Created 09-22-2016 04:12 PM
Is sharing spark RDD or context a supported in HDP 2.5 via livy server? Everything I see is via zeppelin interrupter to livy. I want to know if strictly using spark is sharing spark (not zeppelin) RDD or context supported.
Created 09-22-2016 04:24 PM
@Sunile Manjee it is not supported by HDP 2.5 , confirmed that yesterday with @vshukla
Created 09-22-2016 04:24 PM
@Sunile Manjee it is not supported by HDP 2.5 , confirmed that yesterday with @vshukla
Created 09-23-2016 01:25 AM
@azeltov does that include with livy server?
Created 09-26-2016 03:49 PM
Correct Livy server is only supported as zeppelin integration, not direct REST api call to Livy.
Created 09-22-2016 06:27 PM
Consider how Spark applications run: a driver runs either on the client, or in a YARN container. If multiple users will ask the same Spark application instance to do multiple things, they need an interface to communicate that to the Driver.

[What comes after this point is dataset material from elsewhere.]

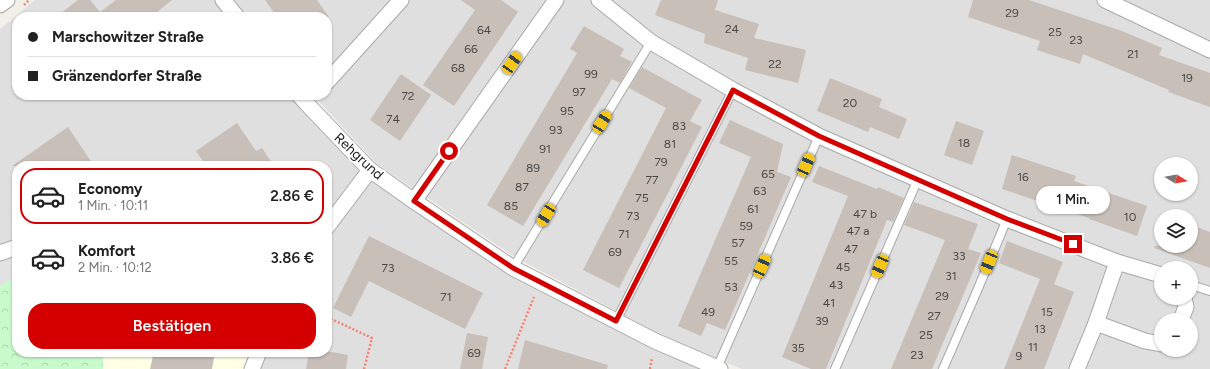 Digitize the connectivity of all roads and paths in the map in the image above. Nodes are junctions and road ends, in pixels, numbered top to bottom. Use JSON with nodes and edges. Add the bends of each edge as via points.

Livy is the out of the box REST interface that shares a single Spark application by presenting the control interface to external users.
If you do not want to use Livy, but still want to share a Spark context, you need to build an external means of communicating with the shared Driver. One solution might be to have the driver periodically pull new queries from a database or from files on disk. This functionality is not builtin to Spark, but could be implemented with a while loop and a sleep statement.
Created 09-22-2016 07:33 PM
*Edit* Realistically, questions about shared SparkContexts are often about
1. Making shared use of cached DataFrames/DataSets
Livy and the Spark Thrift JDBC/ODBC server are decent initial solutions. Keep an eye on Spark-LLAP integration which will be better all around (security, efficiency, etc.)
2. Problems with Spark applications consuming all of a cluster's resources.
Spark's ability to spin up and spin down executor instances dynamically based on utilization is probably a better solution to this problem than sharing a single spark context.
Created 10-31-2016 06:02 AM
Does ThriftServer in HDP support sharing RDD today?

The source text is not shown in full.